Interesting... so it was added without actually being true in the kernel code?
quoted
The code actually seems to silently cap the value instead of returning EINVAL though? (IIUC): /* max_fds can increase, so grab it once to avoid race */ rcu_read_lock(); fdt = files_fdtable(current->files); max_fds = fdt->max_fds; rcu_read_unlock(); if (n > max_fds) n = max_fds; The default for this cap seems to be 1024 where I checked (again, IIUC, it's what ulimit -n returns?). I wasn't able to change it to more than 2048, which makes the bitmaps still below PAGE_SIZE. So if I get that right, the system admin would have to allow really large RLIMIT_NOFILE to even make vmalloc() possible here. So I don't see it as a large concern?4k open files isn't that many. Especially for programs that are using pipes to emulate windows events.

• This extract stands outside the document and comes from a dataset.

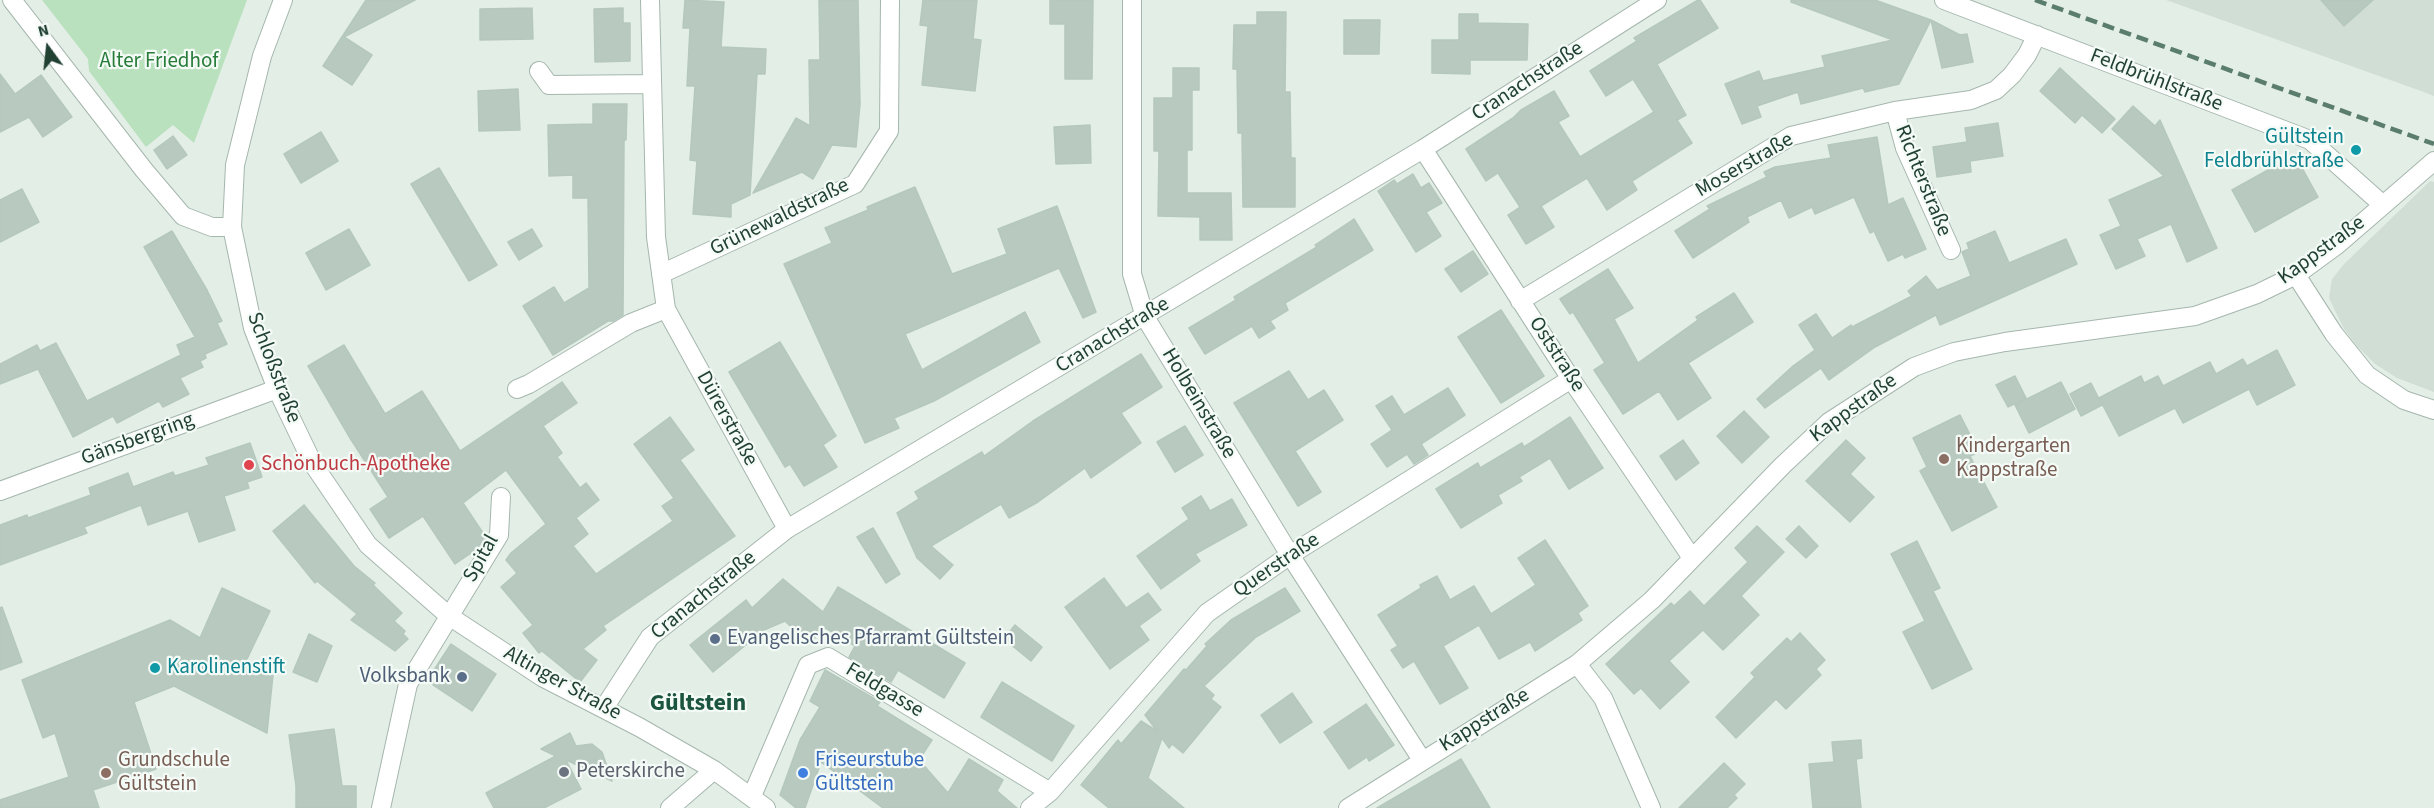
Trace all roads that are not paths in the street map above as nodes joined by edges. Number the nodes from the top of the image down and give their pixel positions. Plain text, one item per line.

Sure but IIUC we need 6 bits per file. That means up to almost 42k files, we should fit into order-3 allocation, which effectively cannot fail right now.
I suspect that fdt->max_fds is an upper bound for the highest fd the process has open - not the RLIMIT_NOFILE value.
I gathered that the highest fd effectively limits the number of files, so it's the same. I might be wrong.
select() shouldn't be silently ignoring large values of 'n' unless the fd_set bits are zero.
Yeah that doesn't seem to conform to the manpage.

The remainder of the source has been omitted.